F
Preface to the MS. of Osorio.
[Vide ante, p. 519.]
In this sketch of a tragedy, all is imperfect, and much obscure. Among other equally great defects (millstones round the slender neck of its merits) it presupposes a long story; and this long story, which yet is necessary to the complete understanding of the play, is not half told. Albert had sent a letter informing his family that he should arrive about such a time by ship; he was shipwrecked; and wrote a private letter to Osorio, informing him alone of this accident, that he might not shock Maria. Osorio destroyed the letter, and sent assassins to meet Albert. . . Worse than all, the growth of Osorio's character is nowhere explained—and yet I had most clear and psychologically accurate ideas of the whole of it. . . A man, who from constitutional calmness of appetites, is seduced into pride and the love of power, by these into misanthropism, or rather a contempt of mankind, and from thence, by the co-operation of envy, and a curiously modified love for a beautiful female (which is nowhere developed in the play), into a most atrocious guilt. A man who is in truth a weak man, yet always duping himself into the belief that he has a soul of iron. Such were some of my leading ideas.
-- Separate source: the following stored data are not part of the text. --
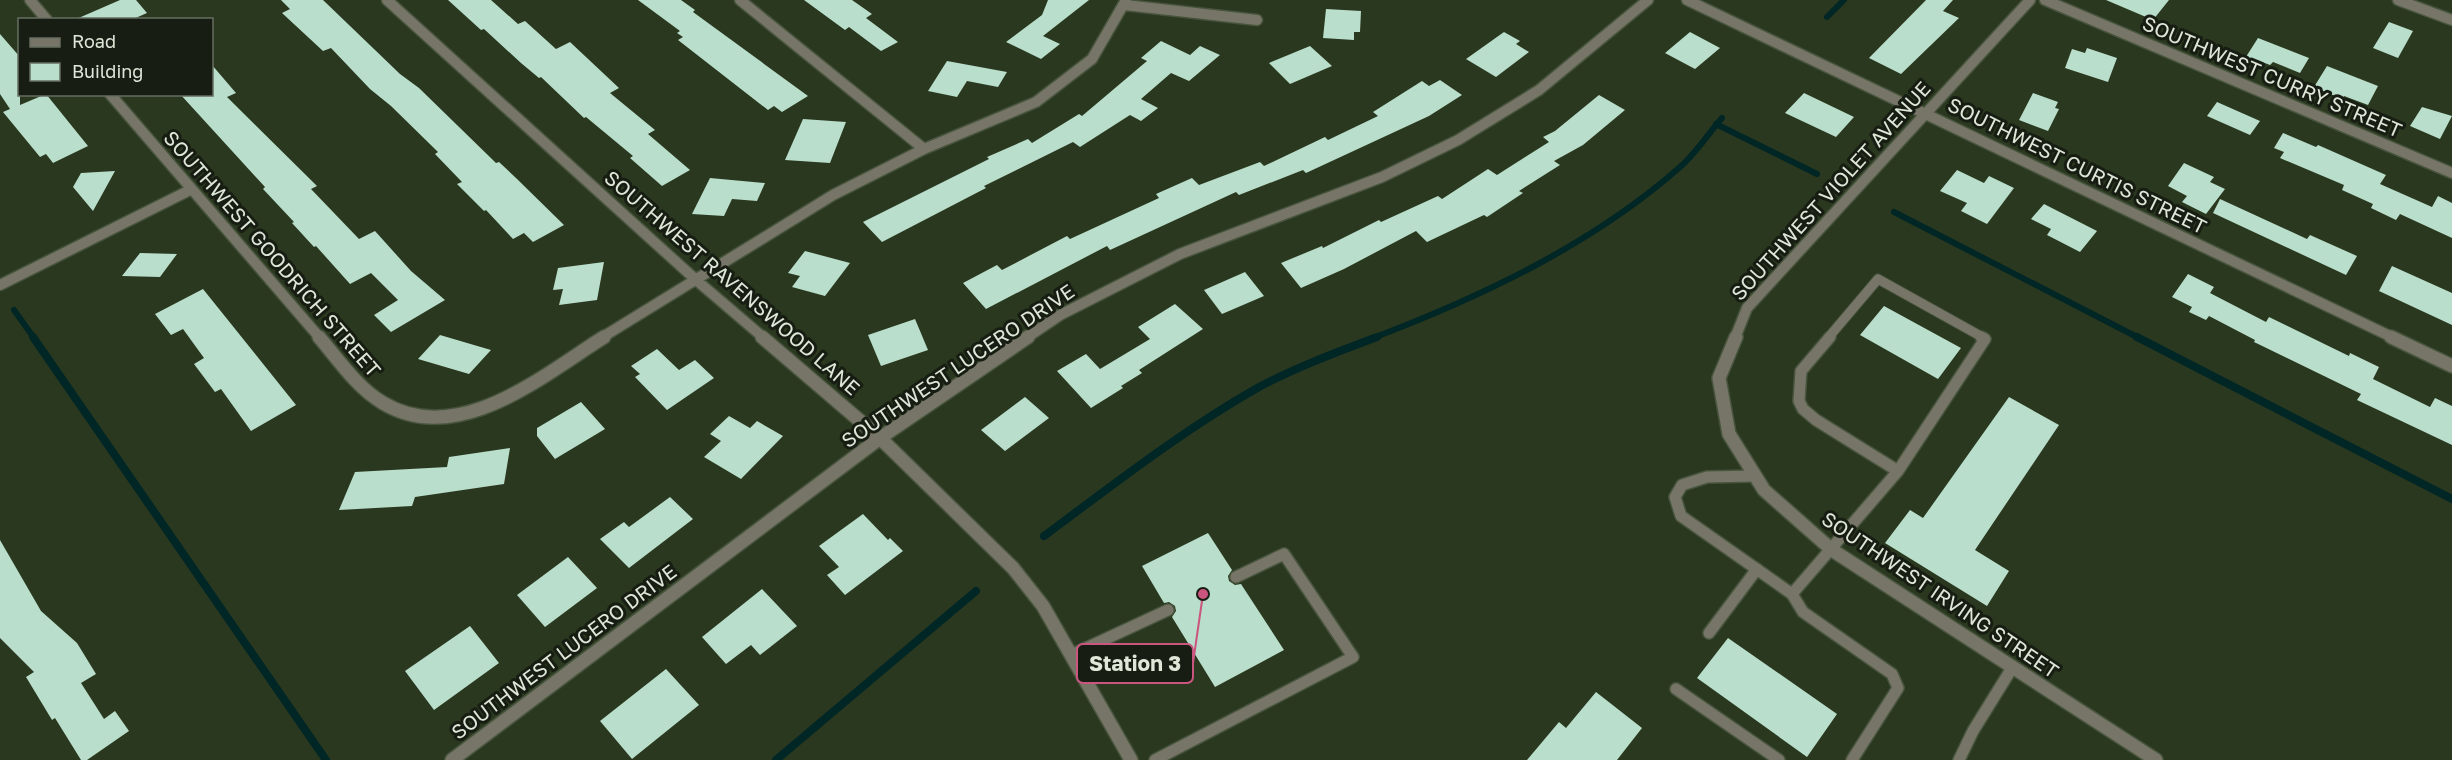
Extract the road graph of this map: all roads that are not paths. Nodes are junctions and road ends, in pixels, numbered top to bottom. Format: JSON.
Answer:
{"nodes":[{"id":1,"x":30,"y":0,"type":"edge"},
{"id":2,"x":387,"y":0,"type":"edge"},
{"id":3,"x":740,"y":0,"type":"edge"},
{"id":4,"x":1648,"y":0,"type":"edge"},
{"id":5,"x":1687,"y":0,"type":"edge"},
{"id":6,"x":2031,"y":0,"type":"edge"},
{"id":7,"x":2045,"y":0,"type":"edge"},
{"id":8,"x":2398,"y":0,"type":"edge"},
{"id":9,"x":1125,"y":2,"type":"edge"},
{"id":10,"x":44,"y":18,"type":"edge"},
{"id":11,"x":1257,"y":20,"type":"dead end"},
{"id":12,"x":2452,"y":20,"type":"edge"},
{"id":13,"x":112,"y":96,"type":"edge"},
{"id":14,"x":1924,"y":113,"type":"junction"},
{"id":15,"x":924,"y":149,"type":"junction"},
{"id":16,"x":2452,"y":173,"type":"edge"},
{"id":17,"x":190,"y":189,"type":"junction"},
{"id":18,"x":695,"y":279,"type":"junction"},
{"id":19,"x":0,"y":285,"type":"edge"},
{"id":20,"x":2452,"y":366,"type":"edge"},
{"id":21,"x":1730,"y":434,"type":"joint"},
{"id":22,"x":880,"y":438,"type":"junction"},
{"id":23,"x":1898,"y":471,"type":"junction"},
{"id":24,"x":1755,"y":476,"type":"junction"},
{"id":25,"x":1832,"y":550,"type":"junction"},
{"id":26,"x":1757,"y":569,"type":"junction"},
{"id":27,"x":1236,"y":577,"type":"dead end"},
{"id":28,"x":1792,"y":594,"type":"junction"},
{"id":29,"x":1168,"y":610,"type":"dead end"},
{"id":30,"x":1708,"y":633,"type":"dead end"},
{"id":31,"x":1071,"y":655,"type":"junction"},
{"id":32,"x":2012,"y":668,"type":"junction"},
{"id":33,"x":1676,"y":689,"type":"dead end"},
{"id":34,"x":452,"y":760,"type":"edge"},
{"id":35,"x":1131,"y":760,"type":"edge"},
{"id":36,"x":1155,"y":760,"type":"edge"},
{"id":37,"x":1779,"y":760,"type":"edge"},
{"id":38,"x":1852,"y":760,"type":"edge"},
{"id":39,"x":1959,"y":760,"type":"edge"},
{"id":40,"x":2156,"y":760,"type":"edge"}],
"edges":[{"from":1,"to":10,"type":"street"},
{"from":2,"to":18,"type":"street","name":"SOUTHWEST RAVENSWOOD LANE"},
{"from":3,"to":15,"type":"street"},
{"from":4,"to":22,"type":"street","name":"SOUTHWEST LUCERO DRIVE"},
{"from":5,"to":14,"type":"street","name":"SOUTHWEST CURTIS STREET"},
{"from":6,"to":14,"type":"street","name":"SOUTHWEST VIOLET AVENUE"},
{"from":7,"to":16,"type":"street","name":"SOUTHWEST CURRY STREET"},
{"from":8,"to":12,"type":"street"},
{"from":9,"to":11,"type":"street"},
{"from":9,"to":15,"type":"street","name":"SOUTHWEST GOODRICH STREET"},
{"from":13,"to":17,"type":"street","name":"SOUTHWEST GOODRICH STREET"},
{"from":14,"to":20,"type":"street","name":"SOUTHWEST CURTIS STREET"},
{"from":14,"to":21,"type":"street","name":"SOUTHWEST VIOLET AVENUE"},
{"from":15,"to":18,"type":"street","name":"SOUTHWEST GOODRICH STREET"},
{"from":17,"to":18,"type":"street","name":"SOUTHWEST GOODRICH STREET"},
{"from":17,"to":19,"type":"street"},
{"from":18,"to":22,"type":"street","name":"SOUTHWEST RAVENSWOOD LANE"},
{"from":21,"to":24,"type":"street","name":"SOUTHWEST IRVING STREET"},
{"from":22,"to":31,"type":"street","name":"SOUTHWEST RAVENSWOOD LANE"},
{"from":22,"to":34,"type":"street","name":"SOUTHWEST LUCERO DRIVE"},
{"from":23,"to":23,"type":"lane"},
{"from":23,"to":25,"type":"lane"},
{"from":24,"to":25,"type":"street","name":"SOUTHWEST IRVING STREET"},
{"from":24,"to":26,"type":"lane"},
{"from":25,"to":28,"type":"lane"},
{"from":25,"to":32,"type":"street","name":"SOUTHWEST IRVING STREET"},
{"from":26,"to":28,"type":"lane"},
{"from":26,"to":30,"type":"lane"},
{"from":27,"to":36,"type":"lane"},
{"from":28,"to":38,"type":"lane"},
{"from":29,"to":31,"type":"lane"},
{"from":31,"to":35,"type":"street","name":"SOUTHWEST RAVENSWOOD LANE"},
{"from":32,"to":39,"type":"lane"},
{"from":32,"to":40,"type":"street","name":"SOUTHWEST IRVING STREET"},
{"from":33,"to":37,"type":"lane"}]}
In short the thing is but an embryo, and whilst it remains in manuscript, which it is destined to do, the critic would judge unjustly who should call it a miscarriage. It furnished me with a most important lesson, namely, that to have conceived strongly, does not always imply the power of successful execution. S. T. C.
[From Early Years and Late Reflections, by Clement Carlyon, M.D., 1856, i. 143-4.]